**GOAL OF THE EXERCISE**. If an entry holds a picture, leave the picture out and copy the rest of the listing exactly.

☆ ☆ ☆

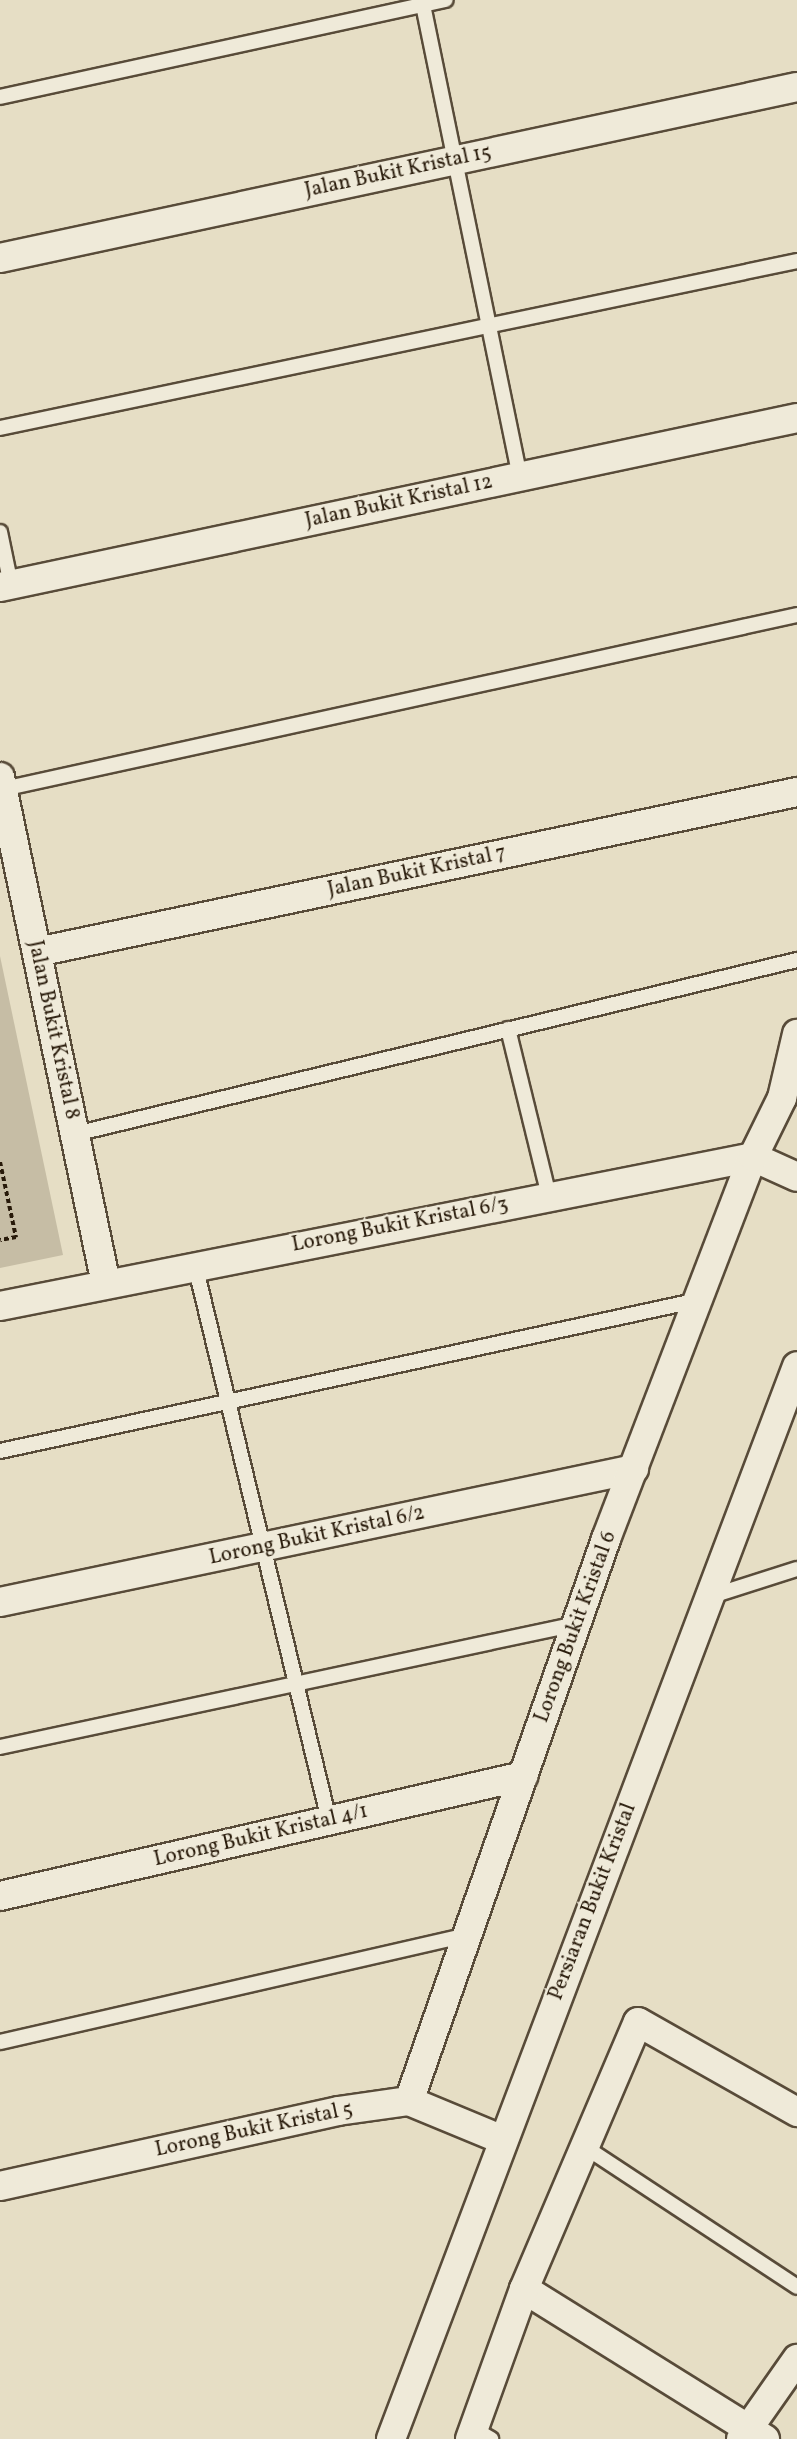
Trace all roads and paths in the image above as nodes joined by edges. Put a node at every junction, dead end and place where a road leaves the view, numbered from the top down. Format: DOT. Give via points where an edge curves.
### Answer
graph roads {
  1 [pos="446,0"];
  2 [pos="423,2"];
  3 [pos="797,87"];
  4 [pos="0,97"];
  5 [pos="455,160"];
  6 [pos="0,258"];
  7 [pos="797,261"];
  8 [pos="489,326"];
  9 [pos="797,418"];
  10 [pos="0,428"];
  11 [pos="520,477"];
  12 [pos="0,532"];
  13 [pos="6,586"];
  14 [pos="797,615"];
  15 [pos="1,783"];
  16 [pos="797,792"];
  17 [pos="37,952"];
  18 [pos="797,960"];
  19 [pos="508,1029"];
  20 [pos="797,1034"];
  21 [pos="75,1134"];
  22 [pos="753,1157"];
  23 [pos="0,1162"];
  24 [pos="797,1177"];
  25 [pos="549,1196"];
  26 [pos="0,1240"];
  27 [pos="195,1265"];
  28 [pos="106,1284"];
  29 [pos="702,1299"];
  30 [pos="0,1306"];
  31 [pos="797,1366"];
  32 [pos="226,1401"];
  33 [pos="0,1451"];
  34 [pos="634,1469"];
  35 [pos="260,1548"];
  36 [pos="797,1569"];
  37 [pos="707,1597"];
  38 [pos="0,1602"];
  39 [pos="576,1624"];
  40 [pos="293,1684"];
  41 [pos="0,1747"];
  42 [pos="523,1776"];
  43 [pos="329,1820"];
  44 [pos="0,1896"];
  45 [pos="467,1935"];
  46 [pos="0,2042"];
  47 [pos="409,2101"];
  48 [pos="797,2112"];
  49 [pos="503,2140"];
  50 [pos="585,2147"];
  51 [pos="0,2186"];
  52 [pos="797,2287"];
  53 [pos="524,2289"];
  54 [pos="797,2359"];
  55 [pos="478,2436"];
  56 [pos="751,2436"];
  57 [pos="391,2439"];
  1 -- 2 [label="lane"];
  2 -- 4 [label="lane"];
  2 -- 5 [label="lane"];
  3 -- 5 [label="street, Jalan Bukit Kristal 15"];
  5 -- 6 [label="street, Jalan Bukit Kristal 15"];
  5 -- 8 [label="lane"];
  7 -- 8 [label="lane"];
  8 -- 10 [label="lane"];
  8 -- 11 [label="lane"];
  9 -- 11 [label="street, Jalan Bukit Kristal 12"];
  11 -- 13 [label="street, Jalan Bukit Kristal 12"];
  12 -- 13 [label="lane"];
  14 -- 15 [label="lane"];
  15 -- 17 [label="street, Jalan Bukit Kristal 8"];
  16 -- 17 [label="street, Jalan Bukit Kristal 7"];
  17 -- 21 [label="street, Jalan Bukit Kristal 8"];
  18 -- 19 [label="lane"];
  19 -- 21 [label="lane"];
  19 -- 25 [label="lane"];
  20 -- 22 [label="street, Lorong Bukit Kristal 6" via="782,1098"];
  21 -- 28 [label="street, Jalan Bukit Kristal 8"];
  22 -- 24 [label="street"];
  22 -- 25 [label="street, Lorong Bukit Kristal 6/3"];
  22 -- 29 [label="street, Lorong Bukit Kristal 6"];
  23 -- 26 [label="path" via="16,1237"];
  25 -- 27 [label="street, Lorong Bukit Kristal 6/3"];
  27 -- 28 [label="street, Lorong Bukit Kristal 6/3"];
  27 -- 32 [label="lane"];
  28 -- 30 [label="street, Lorong Bukit Kristal 6/3"];
  29 -- 32 [label="lane"];
  29 -- 34 [label="street, Lorong Bukit Kristal 6"];
  31 -- 37 [label="street, Persiaran Bukit Kristal"];
  32 -- 33 [label="lane"];
  32 -- 35 [label="lane"];
  34 -- 35 [label="street, Lorong Bukit Kristal 6/2"];
  34 -- 39 [label="street, Lorong Bukit Kristal 6"];
  35 -- 38 [label="street, Lorong Bukit Kristal 6/2"];
  35 -- 40 [label="lane"];
  36 -- 37 [label="lane"];
  37 -- 49 [label="street, Persiaran Bukit Kristal"];
  39 -- 40 [label="lane"];
  39 -- 42 [label="street, Lorong Bukit Kristal 6"];
  40 -- 41 [label="lane"];
  40 -- 43 [label="lane"];
  42 -- 43 [label="street, Lorong Bukit Kristal 4/1"];
  42 -- 45 [label="street, Lorong Bukit Kristal 6"];
  43 -- 44 [label="street, Lorong Bukit Kristal 4/1"];
  45 -- 46 [label="lane"];
  45 -- 47 [label="street, Lorong Bukit Kristal 6"];
  47 -- 49 [label="street"];
  47 -- 51 [label="street, Lorong Bukit Kristal 5" via="338,2111"];
  48 -- 50 [label="street" via="638,2022"];
  49 -- 57 [label="street, Persiaran Bukit Kristal"];
  50 -- 52 [label="lane"];
  50 -- 53 [label="street"];
  53 -- 55 [label="street"];
  53 -- 56 [label="street"];
  54 -- 56 [label="street"];
}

☆ ☆ ☆

**ANSWER FOR THE TASK**.
Trace all roads and paths in the image above as nodes joined by edges. Put a node at every junction, dead end and place where a road leaves the view, numbered from the top down. Format: DOT. Give via points where an edge curves.
### Answer
graph roads {
  1 [pos="446,0"];
  2 [pos="423,2"];
  3 [pos="797,87"];
  4 [pos="0,97"];
  5 [pos="455,160"];
  6 [pos="0,258"];
  7 [pos="797,261"];
  8 [pos="489,326"];
  9 [pos="797,418"];
  10 [pos="0,428"];
  11 [pos="520,477"];
  12 [pos="0,532"];
  13 [pos="6,586"];
  14 [pos="797,615"];
  15 [pos="1,783"];
  16 [pos="797,792"];
  17 [pos="37,952"];
  18 [pos="797,960"];
  19 [pos="508,1029"];
  20 [pos="797,1034"];
  21 [pos="75,1134"];
  22 [pos="753,1157"];
  23 [pos="0,1162"];
  24 [pos="797,1177"];
  25 [pos="549,1196"];
  26 [pos="0,1240"];
  27 [pos="195,1265"];
  28 [pos="106,1284"];
  29 [pos="702,1299"];
  30 [pos="0,1306"];
  31 [pos="797,1366"];
  32 [pos="226,1401"];
  33 [pos="0,1451"];
  34 [pos="634,1469"];
  35 [pos="260,1548"];
  36 [pos="797,1569"];
  37 [pos="707,1597"];
  38 [pos="0,1602"];
  39 [pos="576,1624"];
  40 [pos="293,1684"];
  41 [pos="0,1747"];
  42 [pos="523,1776"];
  43 [pos="329,1820"];
  44 [pos="0,1896"];
  45 [pos="467,1935"];
  46 [pos="0,2042"];
  47 [pos="409,2101"];
  48 [pos="797,2112"];
  49 [pos="503,2140"];
  50 [pos="585,2147"];
  51 [pos="0,2186"];
  52 [pos="797,2287"];
  53 [pos="524,2289"];
  54 [pos="797,2359"];
  55 [pos="478,2436"];
  56 [pos="751,2436"];
  57 [pos="391,2439"];
  1 -- 2 [label="lane"];
  2 -- 4 [label="lane"];
  2 -- 5 [label="lane"];
  3 -- 5 [label="street, Jalan Bukit Kristal 15"];
  5 -- 6 [label="street, Jalan Bukit Kristal 15"];
  5 -- 8 [label="lane"];
  7 -- 8 [label="lane"];
  8 -- 10 [label="lane"];
  8 -- 11 [label="lane"];
  9 -- 11 [label="street, Jalan Bukit Kristal 12"];
  11 -- 13 [label="street, Jalan Bukit Kristal 12"];
  12 -- 13 [label="lane"];
  14 -- 15 [label="lane"];
  15 -- 17 [label="street, Jalan Bukit Kristal 8"];
  16 -- 17 [label="street, Jalan Bukit Kristal 7"];
  17 -- 21 [label="street, Jalan Bukit Kristal 8"];
  18 -- 19 [label="lane"];
  19 -- 21 [label="lane"];
  19 -- 25 [label="lane"];
  20 -- 22 [label="street, Lorong Bukit Kristal 6" via="782,1098"];
  21 -- 28 [label="street, Jalan Bukit Kristal 8"];
  22 -- 24 [label="street"];
  22 -- 25 [label="street, Lorong Bukit Kristal 6/3"];
  22 -- 29 [label="street, Lorong Bukit Kristal 6"];
  23 -- 26 [label="path" via="16,1237"];
  25 -- 27 [label="street, Lorong Bukit Kristal 6/3"];
  27 -- 28 [label="street, Lorong Bukit Kristal 6/3"];
  27 -- 32 [label="lane"];
  28 -- 30 [label="street, Lorong Bukit Kristal 6/3"];
  29 -- 32 [label="lane"];
  29 -- 34 [label="street, Lorong Bukit Kristal 6"];
  31 -- 37 [label="street, Persiaran Bukit Kristal"];
  32 -- 33 [label="lane"];
  32 -- 35 [label="lane"];
  34 -- 35 [label="street, Lorong Bukit Kristal 6/2"];
  34 -- 39 [label="street, Lorong Bukit Kristal 6"];
  35 -- 38 [label="street, Lorong Bukit Kristal 6/2"];
  35 -- 40 [label="lane"];
  36 -- 37 [label="lane"];
  37 -- 49 [label="street, Persiaran Bukit Kristal"];
  39 -- 40 [label="lane"];
  39 -- 42 [label="street, Lorong Bukit Kristal 6"];
  40 -- 41 [label="lane"];
  40 -- 43 [label="lane"];
  42 -- 43 [label="street, Lorong Bukit Kristal 4/1"];
  42 -- 45 [label="street, Lorong Bukit Kristal 6"];
  43 -- 44 [label="street, Lorong Bukit Kristal 4/1"];
  45 -- 46 [label="lane"];
  45 -- 47 [label="street, Lorong Bukit Kristal 6"];
  47 -- 49 [label="street"];
  47 -- 51 [label="street, Lorong Bukit Kristal 5" via="338,2111"];
  48 -- 50 [label="street" via="638,2022"];
  49 -- 57 [label="street, Persiaran Bukit Kristal"];
  50 -- 52 [label="lane"];
  50 -- 53 [label="street"];
  53 -- 55 [label="street"];
  53 -- 56 [label="street"];
  54 -- 56 [label="street"];
}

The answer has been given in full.